__Data__
*****

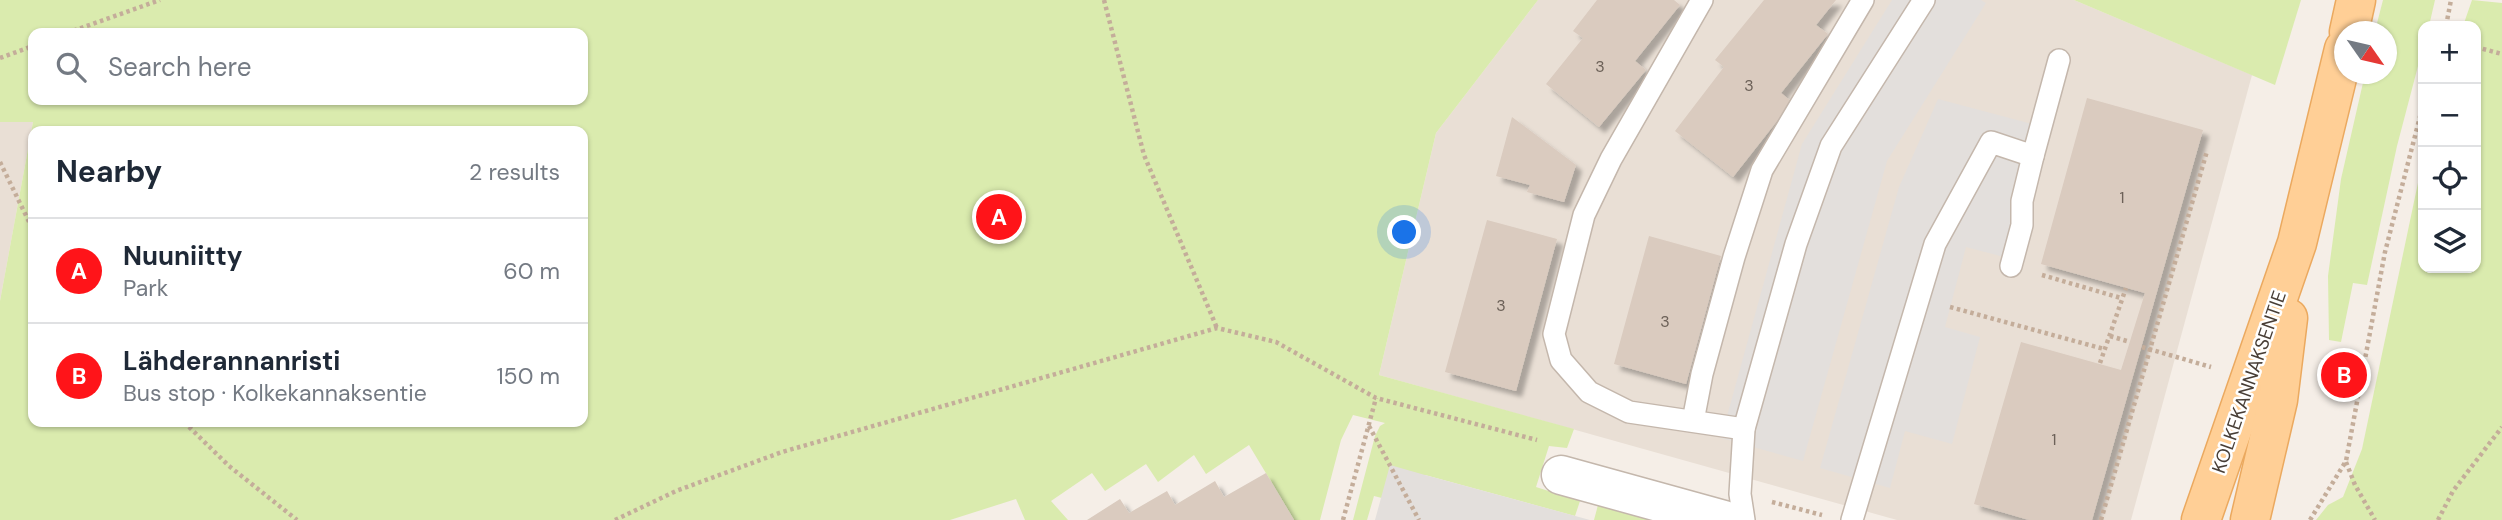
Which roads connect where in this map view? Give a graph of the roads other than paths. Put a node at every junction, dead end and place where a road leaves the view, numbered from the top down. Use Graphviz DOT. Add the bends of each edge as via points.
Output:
graph roads {
  1 [pos="1702,0"];
  2 [pos="1863,0"];
  3 [pos="1924,0"];
  4 [pos="2357,0"];
  5 [pos="2352,21"];
  6 [pos="2059,60"];
  7 [pos="2336,84"];
  8 [pos="2032,156"];
  9 [pos="2297,243"];
  10 [pos="2011,266"];
  11 [pos="1693,421"];
  12 [pos="1744,429"];
  13 [pos="1561,475"];
  14 [pos="1724,520"];
  15 [pos="1744,520"];
  16 [pos="1853,520"];
  17 [pos="2201,520"];
  18 [pos="2250,520"];
  1 -- 11 [label="lane" via="1584,215 1554,334 1562,360 1590,392 1629,412"];
  2 -- 11 [label="lane" via="1762,170 1734,257"];
  3 -- 12 [label="lane" via="1831,146 1796,243"];
  4 -- 5 [label="main road"];
  6 -- 8 [label="lane"];
  7 -- 9 [label="main road, KOLKEKANNAKSENTIE"];
  8 -- 10 [label="lane"];
  8 -- 16 [label="lane" via="1991,142 1935,244"];
  9 -- 17 [label="main road, KOLKEKANNAKSENTIE"];
  9 -- 18 [label="main road, KOLKEKANNAKSENTIE" via="2278,400"];
  11 -- 12 [label="lane"];
  12 -- 15 [label="lane" via="1740,494"];
  13 -- 14 [label="street"];
}
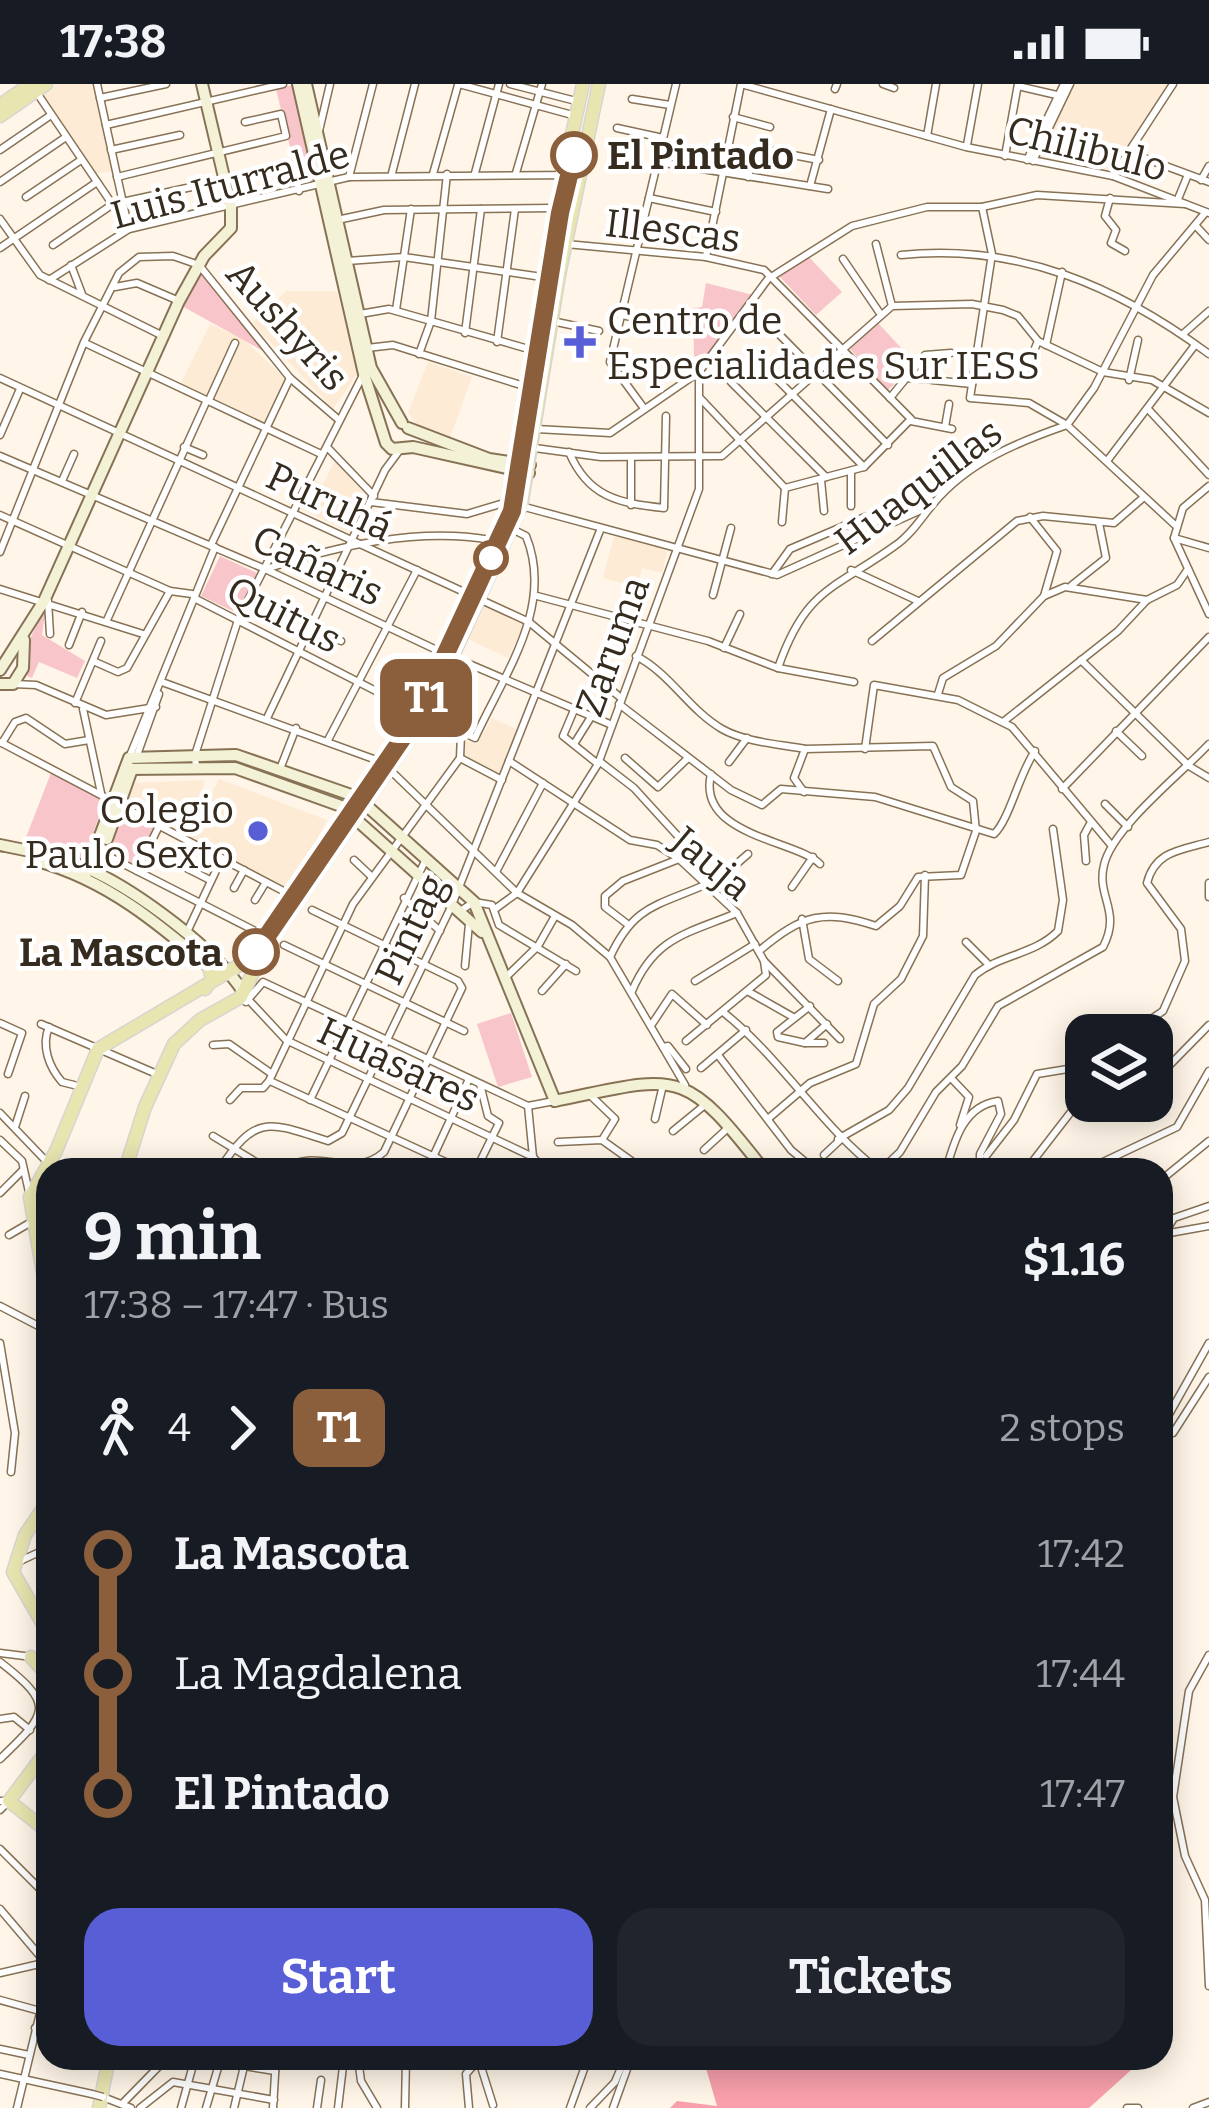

*****

__What the exercise asks__
The material above should be printed again exactly, with each picture left out.

__Finished task__
Which roads connect where in this map view? Give a graph of the roads other than paths. Put a node at every junction, dead end and place where a road leaves the view, numbered from the top down. Use Graphviz DOT. Add the bends of each edge as via points.
Output:
graph roads {
  1 [pos="1702,0"];
  2 [pos="1863,0"];
  3 [pos="1924,0"];
  4 [pos="2357,0"];
  5 [pos="2352,21"];
  6 [pos="2059,60"];
  7 [pos="2336,84"];
  8 [pos="2032,156"];
  9 [pos="2297,243"];
  10 [pos="2011,266"];
  11 [pos="1693,421"];
  12 [pos="1744,429"];
  13 [pos="1561,475"];
  14 [pos="1724,520"];
  15 [pos="1744,520"];
  16 [pos="1853,520"];
  17 [pos="2201,520"];
  18 [pos="2250,520"];
  1 -- 11 [label="lane" via="1584,215 1554,334 1562,360 1590,392 1629,412"];
  2 -- 11 [label="lane" via="1762,170 1734,257"];
  3 -- 12 [label="lane" via="1831,146 1796,243"];
  4 -- 5 [label="main road"];
  6 -- 8 [label="lane"];
  7 -- 9 [label="main road, KOLKEKANNAKSENTIE"];
  8 -- 10 [label="lane"];
  8 -- 16 [label="lane" via="1991,142 1935,244"];
  9 -- 17 [label="main road, KOLKEKANNAKSENTIE"];
  9 -- 18 [label="main road, KOLKEKANNAKSENTIE" via="2278,400"];
  11 -- 12 [label="lane"];
  12 -- 15 [label="lane" via="1740,494"];
  13 -- 14 [label="street"];
}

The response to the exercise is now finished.